◆ YOUR ASSIGNMENT: Set down, word for word, each line from the top of the data through the line that has "2px #a6a6a6) drop-shadow(0"; omit every picture.

◆ DATA:

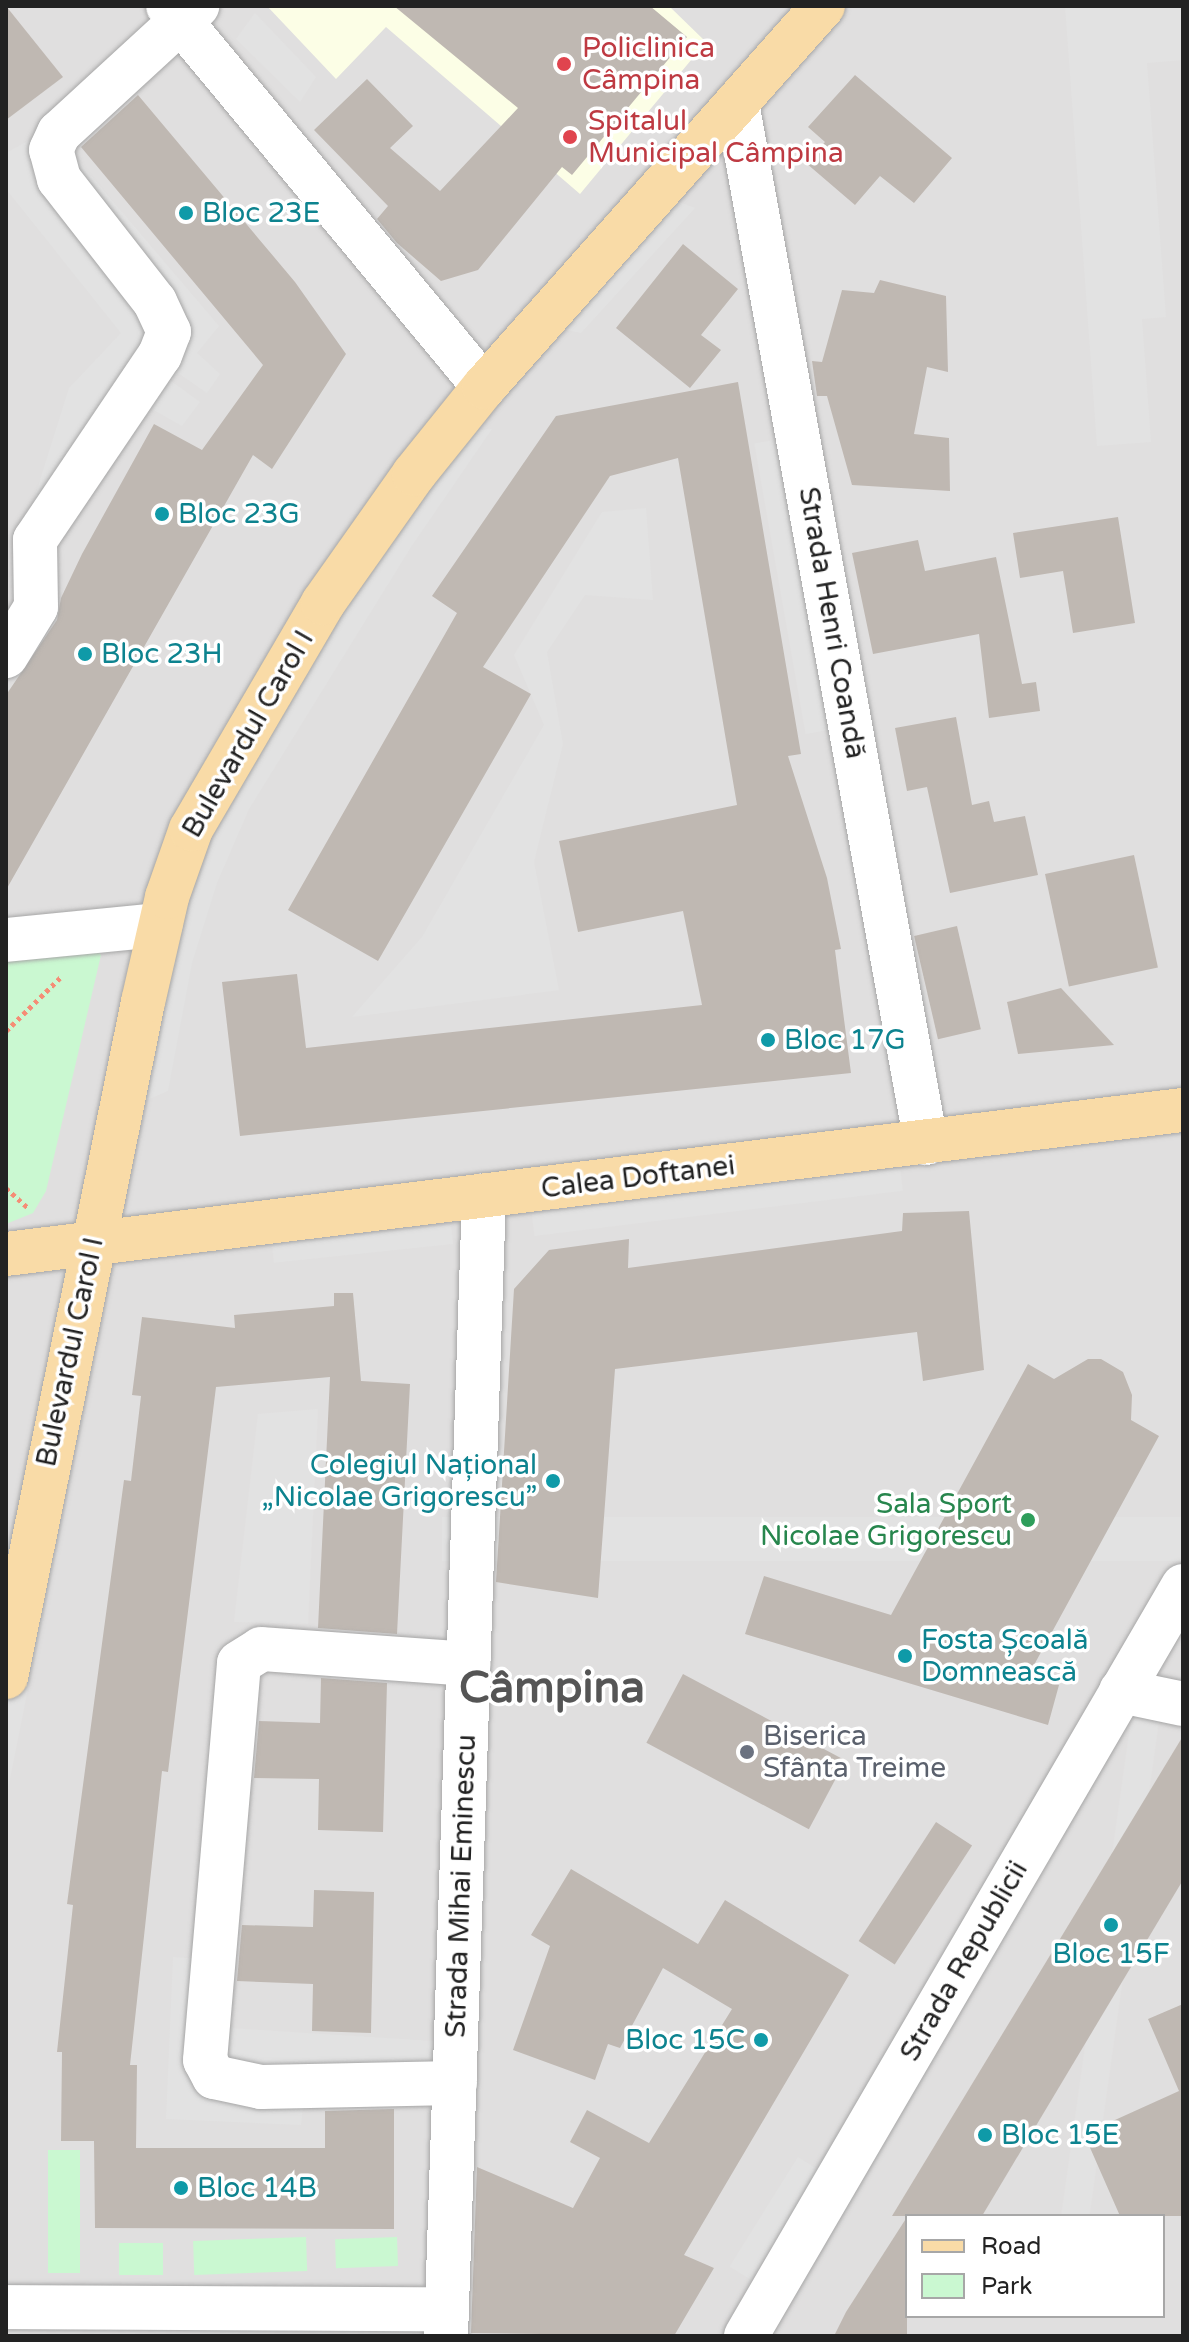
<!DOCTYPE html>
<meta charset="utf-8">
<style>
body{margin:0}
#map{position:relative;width:1189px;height:2342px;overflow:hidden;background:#f2efe9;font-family:"Varela Round",sans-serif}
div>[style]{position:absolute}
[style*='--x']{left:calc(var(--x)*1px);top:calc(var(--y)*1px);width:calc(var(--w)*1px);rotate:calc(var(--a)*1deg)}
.residential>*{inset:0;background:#e0dfdf}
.education>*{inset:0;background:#fcfee6}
.park>*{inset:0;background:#caf8d1;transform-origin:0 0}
.parking>*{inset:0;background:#e2e2e2;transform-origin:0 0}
.building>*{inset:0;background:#bfb8b2;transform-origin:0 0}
.path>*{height:5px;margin-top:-2.5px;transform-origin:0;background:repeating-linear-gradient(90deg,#f58d76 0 4px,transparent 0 8px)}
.roads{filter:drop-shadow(0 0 2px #a6a6a6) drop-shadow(0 0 2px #a6a6a6)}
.minor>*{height:44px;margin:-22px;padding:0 22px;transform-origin:22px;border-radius:22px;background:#fff}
.major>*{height:44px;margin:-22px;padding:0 22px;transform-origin:22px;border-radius:22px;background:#f9dba7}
.dots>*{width:22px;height:22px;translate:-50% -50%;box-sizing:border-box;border:4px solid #fff;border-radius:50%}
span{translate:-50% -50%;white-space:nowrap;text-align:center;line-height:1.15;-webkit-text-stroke:7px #fff;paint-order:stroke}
.health-label{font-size:28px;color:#be3a42}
.left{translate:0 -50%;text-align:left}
.culture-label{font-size:28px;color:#0d838f}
.right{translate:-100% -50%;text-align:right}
.street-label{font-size:28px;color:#222}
.leisure-label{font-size:28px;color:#27864d}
.worship-label{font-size:28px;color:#5b616d}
.town-label{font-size:44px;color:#555;font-weight:700}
.frame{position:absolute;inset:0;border:8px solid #222;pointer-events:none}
.legend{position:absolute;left:905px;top:2214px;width:260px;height:104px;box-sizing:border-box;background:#fff;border:2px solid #a7a7a7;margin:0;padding:10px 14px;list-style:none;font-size:24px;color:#222}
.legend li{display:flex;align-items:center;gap:16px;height:40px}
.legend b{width:40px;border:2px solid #a7a7a7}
</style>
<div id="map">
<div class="residential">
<i style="clip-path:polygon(evenodd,6px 6px,1183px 6px,1183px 2336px,6px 2336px,6px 6px,907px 2216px,1163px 2216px,1163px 2316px,907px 2316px,907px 2216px)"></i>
</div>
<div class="education">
<i style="clip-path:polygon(267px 6px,669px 6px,706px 42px,580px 194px,386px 27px,336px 79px)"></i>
</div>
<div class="park">
<i style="clip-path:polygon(85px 932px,101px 955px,46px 1191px,33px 1213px,6px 1224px,6px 940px)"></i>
<i style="left:48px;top:2150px;width:32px;height:123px"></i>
<i style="left:306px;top:2237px;width:34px;height:113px;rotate:88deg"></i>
<i style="left:397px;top:2237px;width:29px;height:62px;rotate:88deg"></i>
<i style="left:119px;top:2243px;width:44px;height:32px"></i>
</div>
<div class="parking">
<i style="clip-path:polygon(1065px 6px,1183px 6px,1183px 60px,1147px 63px,1166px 317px,1142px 319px,1151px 442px,1097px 446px)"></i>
<i style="clip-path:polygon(255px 13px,316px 77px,300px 102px,236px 39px)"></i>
<i style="clip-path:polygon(121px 90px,70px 151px,219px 326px,197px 353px,220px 374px,207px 393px,178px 373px,171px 381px,200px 402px,182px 426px,152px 409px,35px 540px,23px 534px,69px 388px,121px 333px,6px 189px,6px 153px)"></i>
<i style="clip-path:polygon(671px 199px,695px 208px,581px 333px,557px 328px)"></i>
<i style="clip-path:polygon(492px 429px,411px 547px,249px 809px,217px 883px,192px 963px,168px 1091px,142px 1102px,171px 957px,228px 798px,392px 536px,467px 431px)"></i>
<i style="left:780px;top:439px;width:295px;height:26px;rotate:80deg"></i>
<i style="clip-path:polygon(646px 508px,653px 600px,585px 595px,547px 652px,563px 744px,534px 862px,559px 990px,352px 1017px,422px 937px,544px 725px,514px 655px,602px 512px)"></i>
<i style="left:900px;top:1168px;width:23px;height:371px;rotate:83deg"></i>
<i style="left:451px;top:1225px;width:19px;height:180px;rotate:84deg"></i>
<i style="clip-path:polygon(318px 1409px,308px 1624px,234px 1622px,258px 1414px)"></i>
<i style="left:1183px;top:1517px;width:44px;height:741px;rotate:90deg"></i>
<i style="clip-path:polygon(58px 1537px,6px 1799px,6px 1683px,30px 1549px)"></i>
<i style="left:1133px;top:1705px;width:28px;height:578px;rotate:8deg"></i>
<i style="clip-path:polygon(173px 1957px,200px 1959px,229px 2028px,433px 2041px,434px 2070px,308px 2066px,301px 2125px,166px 2119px)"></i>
<i style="left:798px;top:2157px;width:26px;height:129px;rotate:32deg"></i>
</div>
<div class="building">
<i style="clip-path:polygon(6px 6px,63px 77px,6px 120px)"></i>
<i style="clip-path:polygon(394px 6px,650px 6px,687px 37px,572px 175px,562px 167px,478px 270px,441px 281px,397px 243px,377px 219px,388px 206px,314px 130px,367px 79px,413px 126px,390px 148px,440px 191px,518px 108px)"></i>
<i style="clip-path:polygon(855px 75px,952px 158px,914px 203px,880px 176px,855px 205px,806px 163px,825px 142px,808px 127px)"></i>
<i style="clip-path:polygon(138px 95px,295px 282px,346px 354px,272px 469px,253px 455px,6px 890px,6px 695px,57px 620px,61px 598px,82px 554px,154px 424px,202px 450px,263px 365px,81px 147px)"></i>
<i style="clip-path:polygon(683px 244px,738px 289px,701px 335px,721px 350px,690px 388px,616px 328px)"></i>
<i style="clip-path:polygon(880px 280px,946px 296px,948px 372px,927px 367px,914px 434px,949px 438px,950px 491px,852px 485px,827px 396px,817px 396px,812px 361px,822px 362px,842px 290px,874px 293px)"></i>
<i style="clip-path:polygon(738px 382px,801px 754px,788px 756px,827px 878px,841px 949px,835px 950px,851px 1073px,240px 1136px,222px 982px,297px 974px,306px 1048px,702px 1005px,683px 911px,578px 932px,559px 841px,737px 805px,678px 458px,610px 476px,483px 667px,531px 694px,378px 961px,288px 910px,457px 613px,432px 596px,556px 416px)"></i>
<i style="clip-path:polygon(1118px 517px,1135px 623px,1073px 633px,1063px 571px,1020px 578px,1013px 533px)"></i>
<i style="clip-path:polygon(918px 540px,925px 571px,996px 557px,1022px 684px,1036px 682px,1040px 711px,989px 718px,979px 634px,873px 654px,852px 553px)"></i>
<i style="clip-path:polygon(956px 717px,972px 805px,989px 801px,994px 822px,1025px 816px,1038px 875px,950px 893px,927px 787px,907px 791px,895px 728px)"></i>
<i style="left:1134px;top:855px;width:115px;height:91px;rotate:78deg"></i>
<i style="left:957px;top:926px;width:106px;height:44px;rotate:77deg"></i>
<i style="clip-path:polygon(1061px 988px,1114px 1045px,1018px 1054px,1007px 1002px)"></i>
<i style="clip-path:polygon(969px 1211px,984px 1370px,923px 1381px,917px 1332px,615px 1369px,598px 1598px,496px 1582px,514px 1289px,549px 1250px,629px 1239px,628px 1268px,902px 1231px,903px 1213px)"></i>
<i style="clip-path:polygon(334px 1293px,353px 1293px,361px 1381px,410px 1384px,397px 1634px,318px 1628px,330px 1377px,216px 1387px,168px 1772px,162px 1771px,130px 2065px,137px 2065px,136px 2148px,325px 2148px,325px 2111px,394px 2109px,394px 2229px,95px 2228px,94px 2141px,61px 2141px,62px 2052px,57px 2052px,73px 1905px,67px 1904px,124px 1480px,131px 1481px,141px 1396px,132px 1395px,142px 1317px,235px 1328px,234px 1315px,334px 1306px)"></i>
<i style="clip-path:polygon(1088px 1359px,1101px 1359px,1123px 1372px,1132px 1395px,1131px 1420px,1159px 1436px,1028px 1676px,1059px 1685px,1048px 1725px,745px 1634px,764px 1576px,891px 1615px,1028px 1364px,1054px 1379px)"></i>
<i style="left:683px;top:1674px;width:184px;height:78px;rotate:28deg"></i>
<i style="clip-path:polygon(321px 1678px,387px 1683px,383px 1832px,318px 1830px,319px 1779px,254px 1778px,259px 1721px,320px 1723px)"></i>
<i style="clip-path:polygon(1183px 1736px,1183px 1880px,982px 2216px,892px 2216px)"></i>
<i style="left:936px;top:1822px;width:43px;height:142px;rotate:33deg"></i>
<i style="clip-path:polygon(571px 1869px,698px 1944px,725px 1900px,849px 1975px,684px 2255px,714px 2268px,674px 2336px,471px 2333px,477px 2167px,573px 2208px,600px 2158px,570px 2142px,587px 2110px,649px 2143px,732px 2009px,663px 1968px,620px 2048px,608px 2044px,595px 2080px,513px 2050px,550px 1946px,531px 1935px)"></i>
<i style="clip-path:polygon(314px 1890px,374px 1892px,371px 2033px,312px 2031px,313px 1984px,237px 1981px,242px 1925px,313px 1927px)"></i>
<i style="clip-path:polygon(1183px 2004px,1183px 2216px,1120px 2216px,1084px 2134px,1179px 2091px,1148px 2019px)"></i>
<i style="clip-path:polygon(907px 2217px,907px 2336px,834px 2336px,846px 2312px)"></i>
</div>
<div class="path">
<i style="--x:6;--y:1031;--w:78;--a:-44.5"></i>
<i style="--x:6;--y:1188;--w:31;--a:42"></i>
</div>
<div class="roads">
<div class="minor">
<i style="--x:168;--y:6;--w:495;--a:50.3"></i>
<i style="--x:737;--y:103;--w:1057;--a:79.7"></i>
<i style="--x:6;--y:656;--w:57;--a:-58.5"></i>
<i style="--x:36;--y:607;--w:67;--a:-90.9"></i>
<i style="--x:35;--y:540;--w:223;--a:-56"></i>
<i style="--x:160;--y:355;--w:25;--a:-69"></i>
<i style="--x:169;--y:332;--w:33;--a:-115"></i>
<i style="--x:155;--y:302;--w:156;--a:-128"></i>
<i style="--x:59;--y:179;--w:30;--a:-105"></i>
<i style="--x:51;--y:150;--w:19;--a:-65"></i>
<i style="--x:59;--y:133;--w:188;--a:-42.6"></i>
<i style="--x:6;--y:940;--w:155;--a:-5.6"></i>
<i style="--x:1121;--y:1691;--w:63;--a:11.8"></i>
<i style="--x:455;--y:2083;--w:194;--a:178.8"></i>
<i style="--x:261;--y:2087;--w:48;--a:-168"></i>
<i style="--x:214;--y:2077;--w:19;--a:-118"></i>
<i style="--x:205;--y:2060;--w:398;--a:-85.1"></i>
<i style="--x:239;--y:1663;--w:26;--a:-32"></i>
<i style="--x:261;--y:1649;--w:208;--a:4.1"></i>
<i style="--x:6;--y:2307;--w:440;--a:0.3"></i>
<i style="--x:446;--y:2336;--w:1141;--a:-88.09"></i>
<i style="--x:746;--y:2336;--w:868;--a:-59.77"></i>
</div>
<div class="major">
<i style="--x:6;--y:1254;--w:1186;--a:-6.98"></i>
<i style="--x:6;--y:1677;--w:689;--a:-78.53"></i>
<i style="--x:143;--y:1002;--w:108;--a:-77.1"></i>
<i style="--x:167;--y:897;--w:72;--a:-70.6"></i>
<i style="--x:191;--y:829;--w:262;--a:-59.7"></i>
<i style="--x:323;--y:603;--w:158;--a:-54.8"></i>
<i style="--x:414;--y:474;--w:112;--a:-51.2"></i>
<i style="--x:484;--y:387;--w:510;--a:-48.34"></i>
</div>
</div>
<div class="dots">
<i style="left:564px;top:64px;background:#e0444e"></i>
<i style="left:570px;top:137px;background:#e0444e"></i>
<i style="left:186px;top:213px;background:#0f9aa8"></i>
<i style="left:162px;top:514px;background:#0f9aa8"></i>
<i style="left:85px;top:654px;background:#0f9aa8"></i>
<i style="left:768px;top:1040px;background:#0f9aa8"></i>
<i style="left:553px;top:1481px;background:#0f9aa8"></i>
<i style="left:1028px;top:1520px;background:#2e9e5b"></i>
<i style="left:905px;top:1656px;background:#0f9aa8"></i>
<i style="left:747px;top:1752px;background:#6b7280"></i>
<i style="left:1111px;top:1925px;background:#0f9aa8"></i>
<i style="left:761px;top:2040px;background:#0f9aa8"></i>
<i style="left:985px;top:2135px;background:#0f9aa8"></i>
<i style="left:181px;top:2188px;background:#0f9aa8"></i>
</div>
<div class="health-label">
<span class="left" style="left:582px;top:64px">Policlinica<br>Câmpina</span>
<span class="left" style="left:588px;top:137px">Spitalul<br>Municipal Câmpina</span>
</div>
<div class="culture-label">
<span class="left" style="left:202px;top:213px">Bloc 23E</span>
<span class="left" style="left:178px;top:514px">Bloc 23G</span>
<span class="left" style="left:101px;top:654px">Bloc 23H</span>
<span class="left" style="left:784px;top:1040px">Bloc 17G</span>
<span class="right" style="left:537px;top:1481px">Colegiul Național<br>„Nicolae Grigorescu”</span>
<span class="left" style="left:921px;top:1656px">Fosta Școală<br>Domnească</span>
<span style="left:1111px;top:1954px">Bloc 15F</span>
<span class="right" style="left:745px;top:2040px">Bloc 15C</span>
<span class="left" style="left:1001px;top:2135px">Bloc 15E</span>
<span class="left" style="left:197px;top:2188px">Bloc 14B</span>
</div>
<div class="street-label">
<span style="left:832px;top:623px;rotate:80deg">Strada Henri Coandă</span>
<span style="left:248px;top:734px;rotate:-60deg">Bulevardul Carol I</span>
<span style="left:638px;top:1177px;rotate:-7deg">Calea Doftanei</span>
<span style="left:70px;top:1352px;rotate:-78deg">Bulevardul Carol I</span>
<span style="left:461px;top:1886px;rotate:-88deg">Strada Mihai Eminescu</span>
<span style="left:964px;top:1961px;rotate:-60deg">Strada Republicii</span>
</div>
<div class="leisure-label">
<span class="right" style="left:1012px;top:1520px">Sala Sport<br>Nicolae Grigorescu</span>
</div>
<div class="worship-label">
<span class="left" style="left:763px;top:1752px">Biserica<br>Sfânta Treime</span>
</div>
<div class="town-label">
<span style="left:552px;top:1689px">Câmpina</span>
</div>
<div class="frame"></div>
<ul class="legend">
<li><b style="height:10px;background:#f9dba7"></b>Road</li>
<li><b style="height:22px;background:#caf8d1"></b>Park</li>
</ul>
</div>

◆ WRITTEN RESPONSE:
<!DOCTYPE html>
<meta charset="utf-8">
<style>
body{margin:0}
#map{position:relative;width:1189px;height:2342px;overflow:hidden;background:#f2efe9;font-family:"Varela Round",sans-serif}
div>[style]{position:absolute}
[style*='--x']{left:calc(var(--x)*1px);top:calc(var(--y)*1px);width:calc(var(--w)*1px);rotate:calc(var(--a)*1deg)}
.residential>*{inset:0;background:#e0dfdf}
.education>*{inset:0;background:#fcfee6}
.park>*{inset:0;background:#caf8d1;transform-origin:0 0}
.parking>*{inset:0;background:#e2e2e2;transform-origin:0 0}
.building>*{inset:0;background:#bfb8b2;transform-origin:0 0}
.path>*{height:5px;margin-top:-2.5px;transform-origin:0;background:repeating-linear-gradient(90deg,#f58d76 0 4px,transparent 0 8px)}
.roads{filter:drop-shadow(0 0 2px #a6a6a6) drop-shadow(0 0 2px #a6a6a6)}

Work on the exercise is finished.